Construction workers of every stripe were moving briskly about; carpenters, masons, and general laborers were in demand for the new hospital expansion, as well as several other projects in the city, not to mention the navy yard. Several women were out selling broadsheets and newspapers, including the shrill-voiced hawk-faced young woman who handed out Committee of Correspondence broadsheets in that part of town.

But still no cabs. He shook his head. Never a cab when you wanted one.

A hand landed on Gotthilf’s shoulder, startling him. He looked up to see his partner, Byron Chieske, settling into place alongside him.

Gotthilf had to look up at Byron. In truth, he had to look up at most adults. He wasn’t very tall; not that he was a dwarf, or anything like that. Nor was he thin or spindly. He was a solid chunk of young man; he just wasn’t very tall.

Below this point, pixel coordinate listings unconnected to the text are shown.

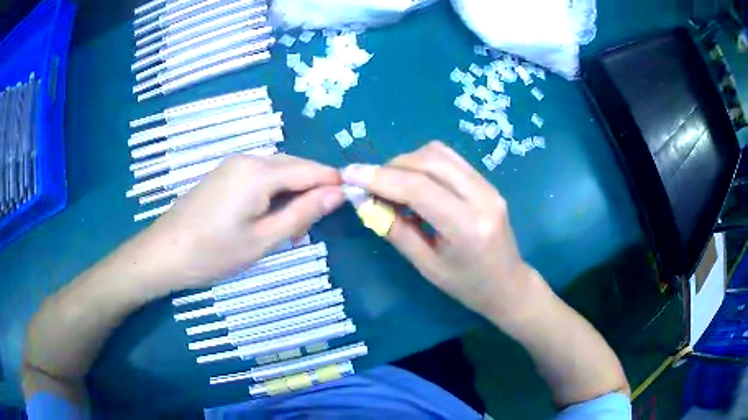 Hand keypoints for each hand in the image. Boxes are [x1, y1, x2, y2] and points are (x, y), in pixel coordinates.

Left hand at [129, 154, 343, 293]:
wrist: (164, 253)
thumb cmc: (213, 252)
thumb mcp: (263, 240)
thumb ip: (303, 213)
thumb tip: (338, 193)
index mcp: (259, 172)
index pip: (311, 170)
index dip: (333, 185)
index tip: (347, 206)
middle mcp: (248, 158)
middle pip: (294, 168)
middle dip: (310, 194)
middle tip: (306, 232)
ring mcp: (233, 164)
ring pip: (277, 173)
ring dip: (290, 197)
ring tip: (286, 232)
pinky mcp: (223, 174)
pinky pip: (259, 177)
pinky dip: (271, 195)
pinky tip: (265, 219)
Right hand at [341, 141, 534, 321]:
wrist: (508, 284)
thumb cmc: (467, 286)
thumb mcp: (427, 266)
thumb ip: (395, 231)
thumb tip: (365, 202)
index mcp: (467, 226)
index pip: (418, 188)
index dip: (379, 177)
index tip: (349, 174)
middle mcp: (482, 197)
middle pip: (428, 161)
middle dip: (391, 167)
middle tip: (370, 185)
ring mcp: (488, 186)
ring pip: (439, 153)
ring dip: (408, 162)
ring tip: (392, 185)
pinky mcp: (488, 182)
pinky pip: (450, 159)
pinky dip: (425, 164)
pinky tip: (416, 183) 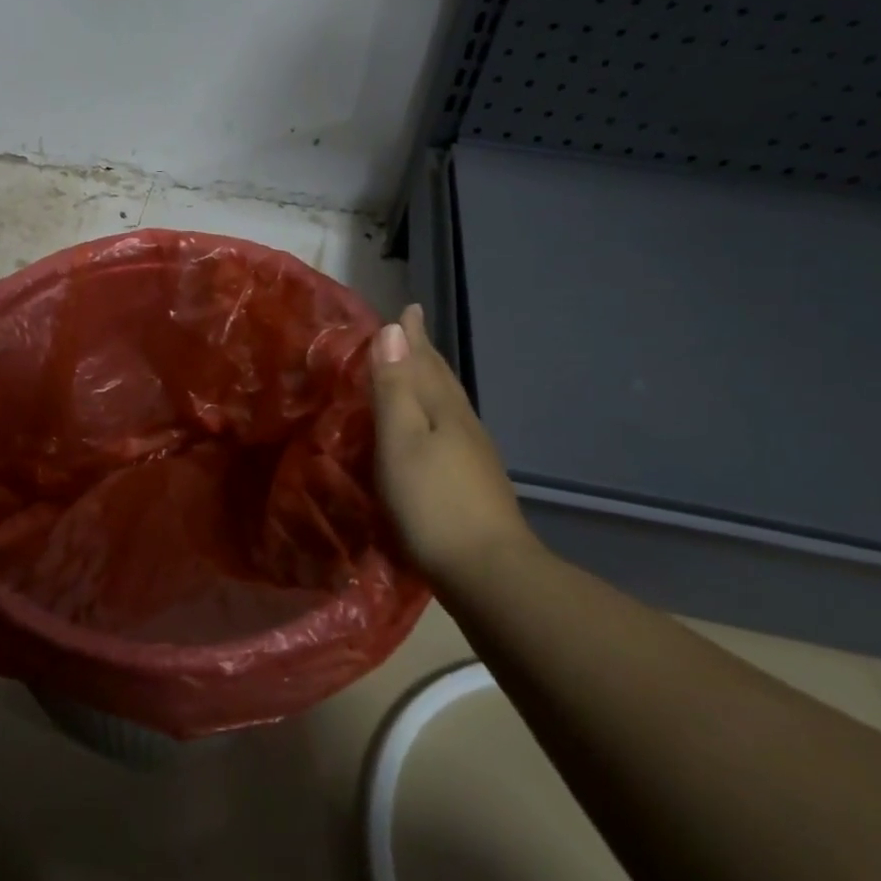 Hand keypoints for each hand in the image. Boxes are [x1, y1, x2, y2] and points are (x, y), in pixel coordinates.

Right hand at [370, 304, 534, 580]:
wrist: (486, 572)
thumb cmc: (432, 502)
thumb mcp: (401, 440)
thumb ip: (395, 387)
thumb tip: (393, 329)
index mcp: (444, 410)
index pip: (425, 361)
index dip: (414, 336)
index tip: (408, 308)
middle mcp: (463, 425)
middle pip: (442, 380)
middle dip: (425, 354)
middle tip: (410, 332)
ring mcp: (473, 456)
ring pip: (449, 406)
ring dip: (431, 383)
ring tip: (417, 372)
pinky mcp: (473, 484)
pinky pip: (449, 431)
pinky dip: (435, 416)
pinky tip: (430, 432) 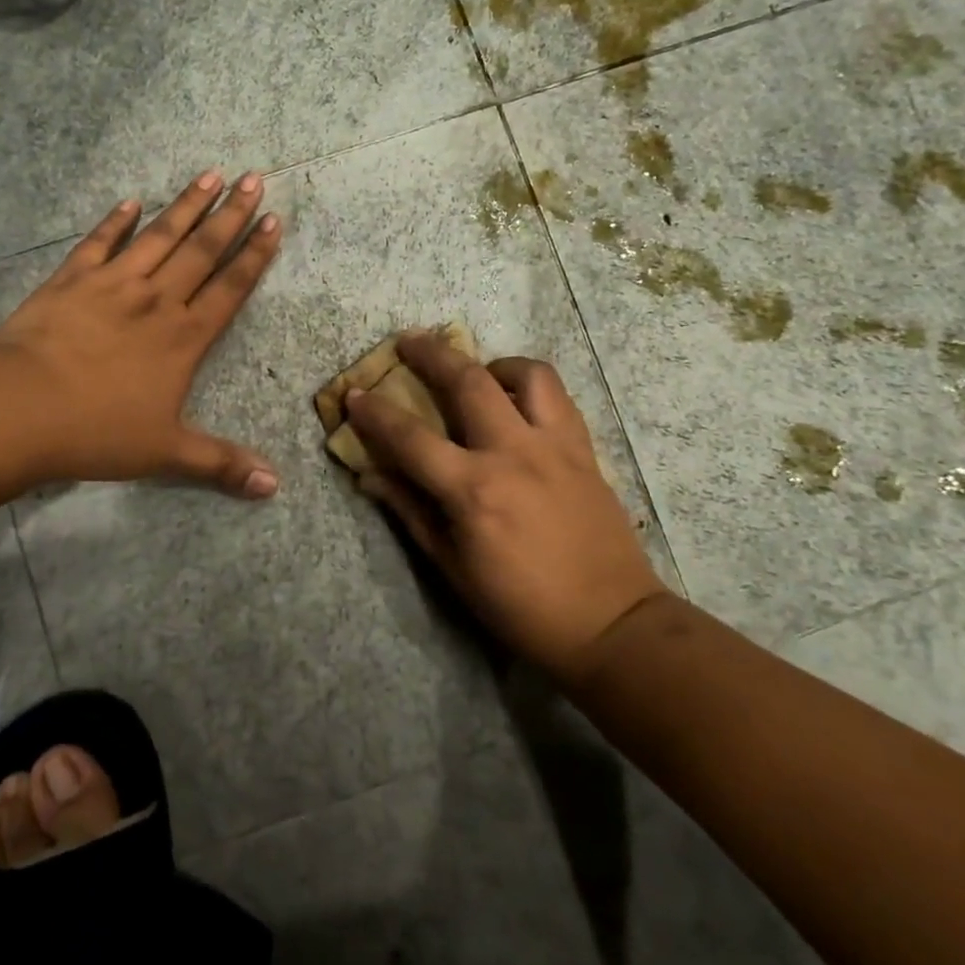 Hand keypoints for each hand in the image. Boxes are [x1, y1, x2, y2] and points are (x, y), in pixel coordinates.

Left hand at [0, 170, 281, 496]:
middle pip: (201, 250)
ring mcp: (113, 284)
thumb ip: (220, 464)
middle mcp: (156, 300)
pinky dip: (115, 221)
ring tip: (210, 174)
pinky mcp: (71, 280)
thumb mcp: (165, 454)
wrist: (20, 407)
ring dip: (186, 204)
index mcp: (184, 338)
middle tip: (254, 179)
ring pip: (158, 236)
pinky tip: (130, 201)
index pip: (230, 288)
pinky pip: (99, 243)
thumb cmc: (97, 431)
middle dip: (231, 214)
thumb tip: (273, 487)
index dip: (254, 255)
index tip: (273, 222)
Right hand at [346, 334, 666, 685]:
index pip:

Byron, on the other hand, was tall, even for an up-timer. He stood a bit over six feet, was well-muscled, and had large square hands. His clean-shaven face was a bit craggy in feature, but not of a nature that would be called ugly.

“Yo, Gotthilf,” Byron said. “Ready for the meeting with the captain this morning?” The captain would be Bill Reilly, another up-timer. Byron was a lieutenant. The two of them had been seconded in early 1635 to the Magdeburg city watch to lead in transforming that organization from what amounted to a group of gossips, busybodies, and occasional bullies to an actual police force on the model of an up-time city police group. They had both been involved in police and security work up-time; they both had at least some education and training in the work; and they had both been in an MP detachment from the State of Thuringia-Franconia army that was stationed in Magdeburg at the time, so they had been available.

“As ready as I’m going to be,” Gotthilf muttered, “considering we have nothing of worth to report.”

“Yeah, Bill may chew on us a bit,” Byron conceded as they walked down the street toward the station building. “But he knows we can’t make bricks without straw. No information, no leads, no results.”

Gotthilf snorted. Byron looked at him with his trademark raised eyebrow, and the down-timer snorted again, before saying, “You know, for someone who professes to not darken the door of a church, you certainly know your way around Biblical allusions.”

Byron chuckled. “Oh, I spent a lot of my childhood in Sunday School, Gotthilf. I may have drifted away from it some as an adult, but a lot of it stuck.” He shoved his hands in his coat pockets, and grinned down at his partner.

Gotthilf grinned back at Byron, who seemed to be in a garrulous mood this morning — by the up-timer’s standards, anyway. Byron was ordinarily one who wouldn’t say two words where one would do, and wouldn’t say one where a gesture or facial expression would serve instead. So to get five sentences out of him in as many minutes bordered on being voluble.

As they stepped on down the street, Gotthilf’s mind recalled their first meeting, ten months ago. He had trouble now even remembering why he had joined the watch; something to do with wanting to do something to prove to his father he was more than just a routine clerk, if he recalled rightly. He had been smarting from another comparison to his brother Nikolaus, studying law at Jena. Not that his father was impressed with the city watch, either, as it turned out.